Child Adoption

According to U.S. Census Bureau statistics, there are more than 7 million adults who were once adopted in the United States and nearly 2 million children who have been adopted into new families. Babies are often preferred, but children of all ages are available for adoption. When deciding to adopt a child, you are not alone. While welcoming a child into your family can provide countless joy, adoption can be a long, complex process. Requirements vary by state, but strict guidelines often apply even before the child adoption process can begin. Here’s a basic overview of how the adoption process works.

Be Prepared

The child adoption process can be very involved. The process requires a serious time commitment is required from start to finish. Before you can even select a child to adopt, you should know whether you meet the basic requirements. These include:

  • Must be at least 21 years of age
  • Must be financially stable
  • Must be able to provide relative and non-relative references
  • Must agree to a home visit to verify your home environment
  • Must attend training sessions and mandated classes
  • Must pass a criminal background check*

*The background check requirement includes any household staff and anybody in the home who will have regular contact with the child.

Selecting an Agency

The adoption process often starts with selecting a state-certified and licensed agency, which will handle the actual adoption procedures. Most agencies take care of some of the legal issues, but you are responsible for others. Find out in advance what the agency does and what you are responsible for. You likely don’t need an attorney at this point. Not all agencies are created equal. Take time to contact several agencies and determine which one is likely to meet your needs best.
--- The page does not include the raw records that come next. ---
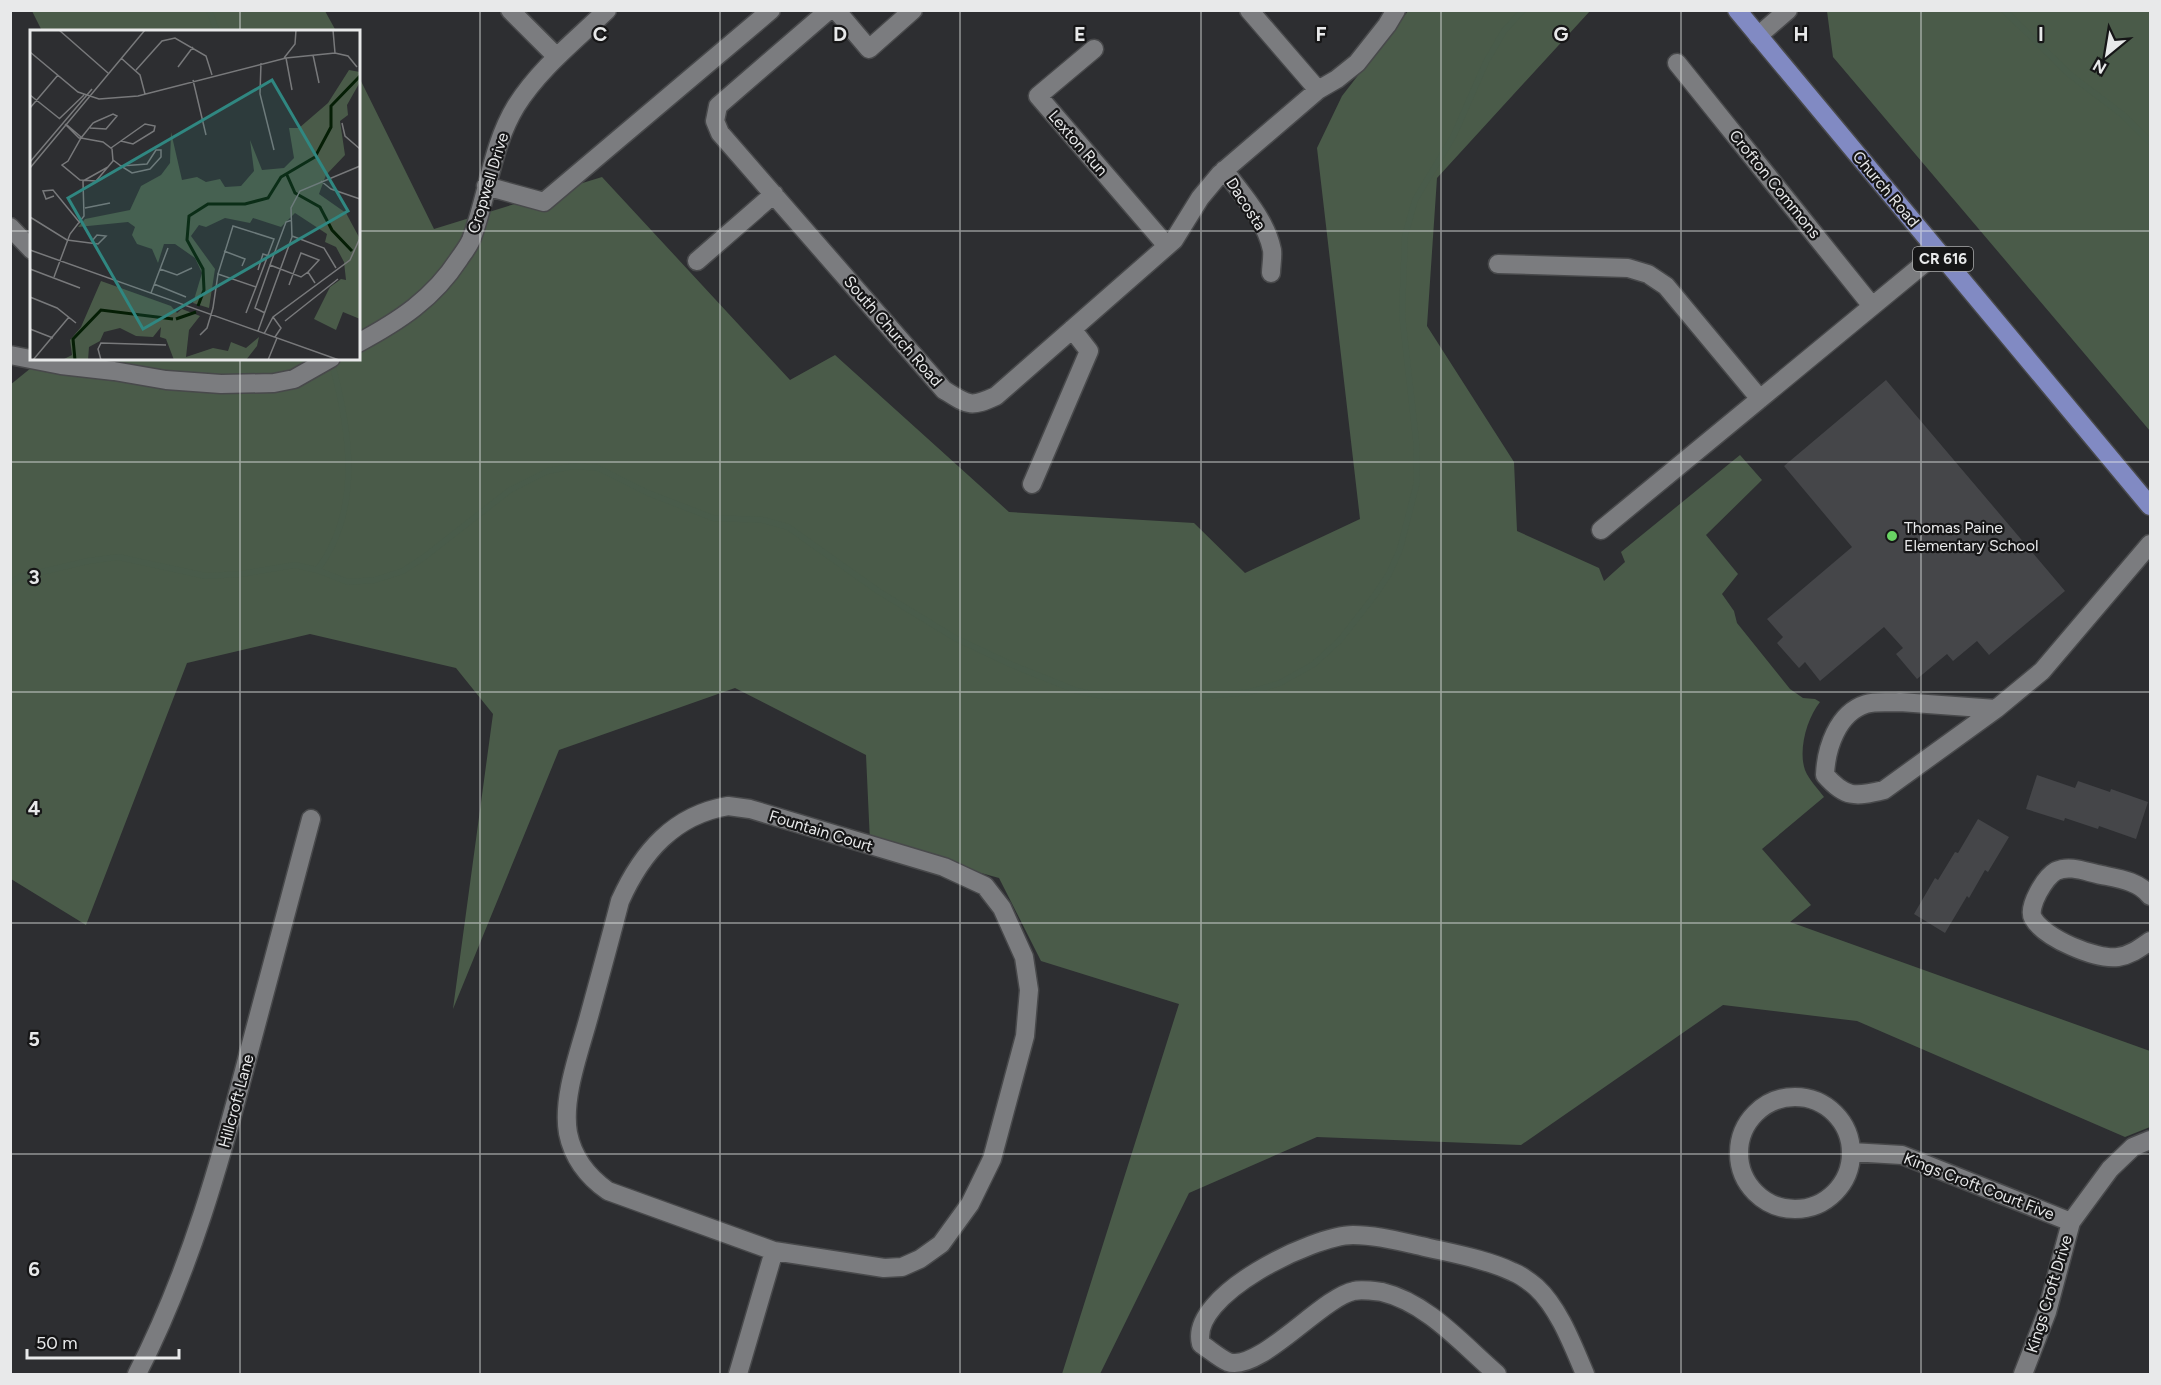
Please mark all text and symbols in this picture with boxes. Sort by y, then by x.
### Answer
text: C [593,22,607,46]
text: D [833,22,847,46]
text: E [1074,22,1086,46]
text: F [1315,22,1327,46]
text: G [1554,22,1569,46]
text: H [1794,22,1809,46]
text: I [2038,22,2044,46]
north arrow [2077,24,2137,84]
inset map [30,30,360,360]
text: N [2090,55,2110,78]
street label: Lexton Run [1044,106,1112,180]
street label: Crofton Commons [1725,126,1825,242]
street label: Cropwell Drive [464,130,512,236]
street label: Church Road [1849,147,1923,231]
street label: Dacosta [1222,174,1270,234]
road number: CR 616 [1913,247,1973,271]
street label: South Church Road [840,272,946,390]
place label: Thomas Paine Elementary School [1904,518,2038,555]
marker: Thomas Paine Elementary School [1885,529,1899,543]
text: 3 [28,565,40,589]
text: 4 [28,796,41,820]
street label: Fountain Court [767,806,875,856]
text: 5 [28,1027,40,1051]
street label: Hillcroft Lane [214,1052,258,1150]
street label: Kings Croft Court Five [1901,1149,2057,1224]
street label: Kings Croft Drive [2022,1232,2076,1355]
text: 6 [28,1257,40,1281]
scale bar [27,1322,178,1360]
text: 50 m [36,1332,78,1354]

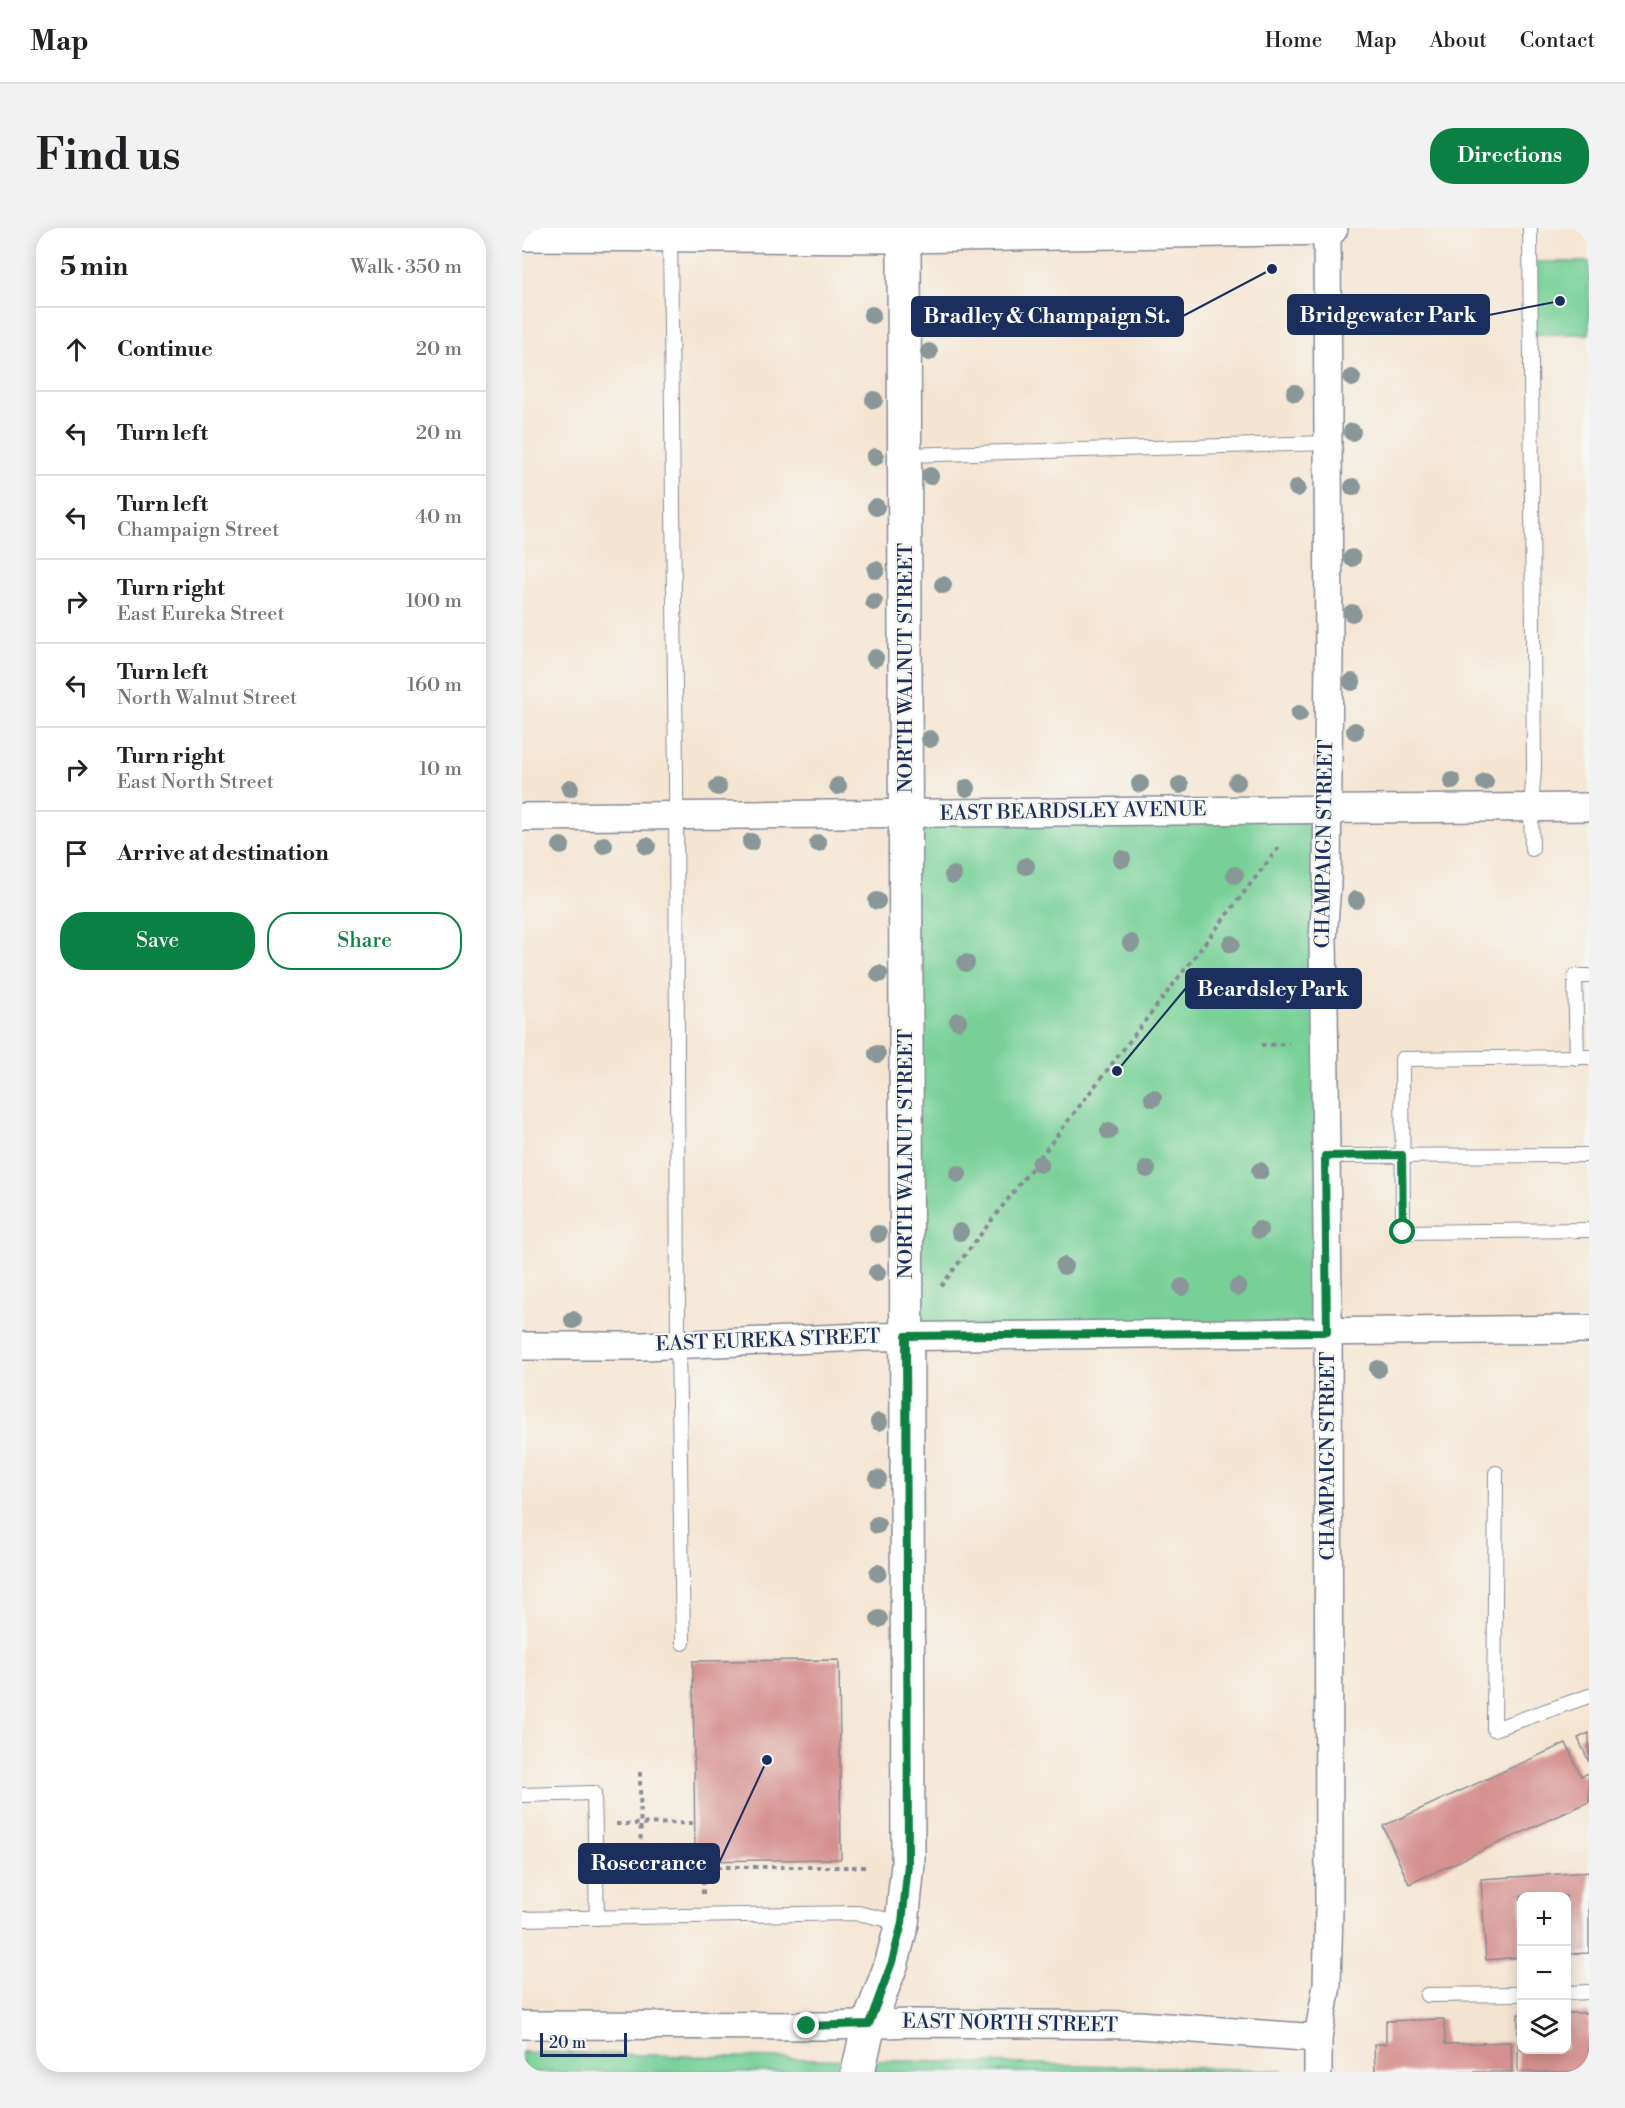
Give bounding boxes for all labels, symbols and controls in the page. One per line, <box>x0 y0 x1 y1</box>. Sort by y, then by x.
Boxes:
text: Map <box>30 24 89 59</box>
text: Home <box>1265 28 1322 54</box>
text: Map <box>1355 28 1397 54</box>
text: About <box>1430 28 1487 54</box>
text: Contact <box>1520 28 1595 54</box>
button: Directions <box>1430 128 1589 184</box>
text: Find us <box>36 130 180 183</box>
text: 5 min <box>60 251 128 283</box>
text: Walk · 350 m <box>350 255 462 280</box>
callout: Bridgewater Park <box>1288 295 1489 334</box>
callout: Bradley & Champaign St. <box>912 297 1183 336</box>
text: Bridgewater Park <box>1300 303 1477 329</box>
text: Bradley & Champaign St. <box>924 304 1170 330</box>
icon: ahead <box>60 333 93 366</box>
text: Continue <box>117 336 213 363</box>
text: 20 m <box>416 337 462 362</box>
icon: left <box>60 417 93 450</box>
text: Turn left <box>117 420 208 447</box>
text: 20 m <box>416 421 462 446</box>
text: Turn left <box>117 491 208 518</box>
icon: left <box>60 501 93 534</box>
text: 40 m <box>415 505 462 530</box>
text: Champaign Street <box>117 518 279 543</box>
street label: NORTH WALNUT STREET <box>894 543 919 793</box>
text: Turn right <box>117 575 225 602</box>
icon: right <box>60 585 93 618</box>
text: 100 m <box>406 589 462 614</box>
text: East Eureka Street <box>117 602 285 627</box>
text: Turn left <box>117 659 208 686</box>
icon: left <box>60 669 93 702</box>
text: 160 m <box>407 673 462 698</box>
text: North Walnut Street <box>117 686 297 711</box>
street label: CHAMPAIGN STREET <box>1311 739 1339 949</box>
text: Turn right <box>117 743 225 770</box>
icon: right <box>60 753 93 786</box>
text: 10 m <box>419 757 462 782</box>
text: East North Street <box>117 770 274 795</box>
street label: EAST BEARDSLEY AVENUE <box>939 797 1207 827</box>
icon: arrive <box>60 837 93 870</box>
text: Arrive at destination <box>117 840 329 867</box>
button: Save <box>60 912 255 970</box>
button: Share <box>267 912 462 970</box>
callout: Beardsley Park <box>1186 969 1361 1008</box>
text: Beardsley Park <box>1197 977 1350 1003</box>
street label: NORTH WALNUT STREET <box>894 1029 919 1279</box>
route start <box>1389 1218 1415 1244</box>
street label: EAST EUREKA STREET <box>655 1325 881 1357</box>
street label: CHAMPAIGN STREET <box>1316 1352 1341 1560</box>
callout: Rosecrance <box>579 1844 719 1883</box>
text: Rosecrance <box>591 1851 707 1877</box>
map controls <box>1517 1892 1571 2054</box>
button: + <box>1517 1892 1571 1946</box>
button: − <box>1517 1946 1571 2000</box>
button: layers <box>1517 2000 1571 2054</box>
street label: EAST NORTH STREET <box>902 2010 1118 2038</box>
route end <box>793 2012 819 2038</box>
scale bar <box>540 2030 627 2058</box>
text: 20 m <box>549 2033 586 2053</box>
Note: Agency adoptions tend to provide the most oversight. Private adoption using a facilitator or intermediary is legal, but it tends to be more restrictive and limited than going through an agency. In Illinois, only prospective adoptive parents are allowed to advertise that they are seeking to adopt.

The Home Study

The next part of the process, once you have selected an agency, involves a series of meetings between you and the social worker who will be handling the adoption. This process includes verifying certain information and requires documents such as:

  • Birth certificates
  • Marriage certificates or confirmation of a divorce
  • Proof of income

In general, everybody living in the home need to participate in interviews. At least one meeting takes place at the home, while the others will usually take place at the agency. This is also the time to ask questions and prepare yourself for the adoption process.

Finding a Child

Most agencies allow you to make decisions about the characteristics of the child you would like to adopt. Each agency has a certain number of children already in its care, although you can usually network with other agencies to find a child. You may have better results if your requirements aren’t set in stone. Before meeting any child, you’ll usually have access to a photo and the child’s general history. Your social worker will then inform you if a child meeting your criteria is available. Depending on the preferences of the families involved, you may need to exchange confidential information and get more details about the child. Parental rights are often terminated before a child is placed for adoption to avoid any legal issues later.

Meeting the Child

The next step is to meet the child. This step usually includes a few visits before you and the other people involved make a final decision. Once you decide that this is the child for you, it’s time to do the paperwork. At this time, you may need to bring in an attorney. You will likely need to sign and file an adoption assistance agreement. If you’re adopting a child from another state, you may also need to prepare an interstate compact.

Once all paperwork is filed, the next step is to receive a placement date, which is the date when the child will come to live with you. After the child has moved in, your social worker will visit your home several times as part of the post-placement process. You then file a legal intent to adopt. After a judge signs off on the final adoption, you will receive a new birth certificate listing you or you and your spouse as the child’s parents. The adoption process is complete and you have a new addition to your family.